*** Opening Data supplied ***
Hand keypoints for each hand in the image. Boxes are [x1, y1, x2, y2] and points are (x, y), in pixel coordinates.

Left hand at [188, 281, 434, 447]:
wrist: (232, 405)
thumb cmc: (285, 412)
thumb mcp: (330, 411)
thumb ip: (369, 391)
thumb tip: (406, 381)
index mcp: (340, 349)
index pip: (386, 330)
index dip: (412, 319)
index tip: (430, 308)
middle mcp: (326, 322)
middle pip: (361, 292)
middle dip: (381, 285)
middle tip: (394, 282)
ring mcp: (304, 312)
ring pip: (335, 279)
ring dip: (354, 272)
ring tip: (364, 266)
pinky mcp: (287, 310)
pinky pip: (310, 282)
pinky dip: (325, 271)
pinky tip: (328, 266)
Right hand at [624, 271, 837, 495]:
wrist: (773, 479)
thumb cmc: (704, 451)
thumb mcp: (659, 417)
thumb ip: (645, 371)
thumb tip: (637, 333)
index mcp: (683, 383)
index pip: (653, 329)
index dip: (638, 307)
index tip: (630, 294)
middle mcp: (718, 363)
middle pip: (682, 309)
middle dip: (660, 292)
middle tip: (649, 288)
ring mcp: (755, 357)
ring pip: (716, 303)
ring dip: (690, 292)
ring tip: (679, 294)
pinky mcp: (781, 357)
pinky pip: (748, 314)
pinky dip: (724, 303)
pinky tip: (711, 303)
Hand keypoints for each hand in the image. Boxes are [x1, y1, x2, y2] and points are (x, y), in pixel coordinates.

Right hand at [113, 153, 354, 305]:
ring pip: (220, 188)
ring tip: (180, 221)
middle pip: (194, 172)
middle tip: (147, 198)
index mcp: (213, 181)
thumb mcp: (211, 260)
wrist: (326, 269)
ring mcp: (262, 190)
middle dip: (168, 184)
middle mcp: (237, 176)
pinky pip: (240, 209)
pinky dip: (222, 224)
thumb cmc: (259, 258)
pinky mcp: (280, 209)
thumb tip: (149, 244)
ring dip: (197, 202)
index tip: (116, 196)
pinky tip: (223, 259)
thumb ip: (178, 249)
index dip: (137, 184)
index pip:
*** Closing Data supplied ***
- **Assigned task**: Starting with the line that contains "middle dip: (168, 184)", return every line through the last one of the records, exactly as written.

- **Your response**:
middle dip: (168, 184)
middle mcp: (237, 176)
pinky pip: (240, 209)
pinky dip: (222, 224)
thumb cmc: (259, 258)
pinky mcp: (280, 209)
thumb tip: (149, 244)
ring dip: (197, 202)
index tip: (116, 196)
pinky tip: (223, 259)
thumb ip: (178, 249)
index dip: (137, 184)
index pip:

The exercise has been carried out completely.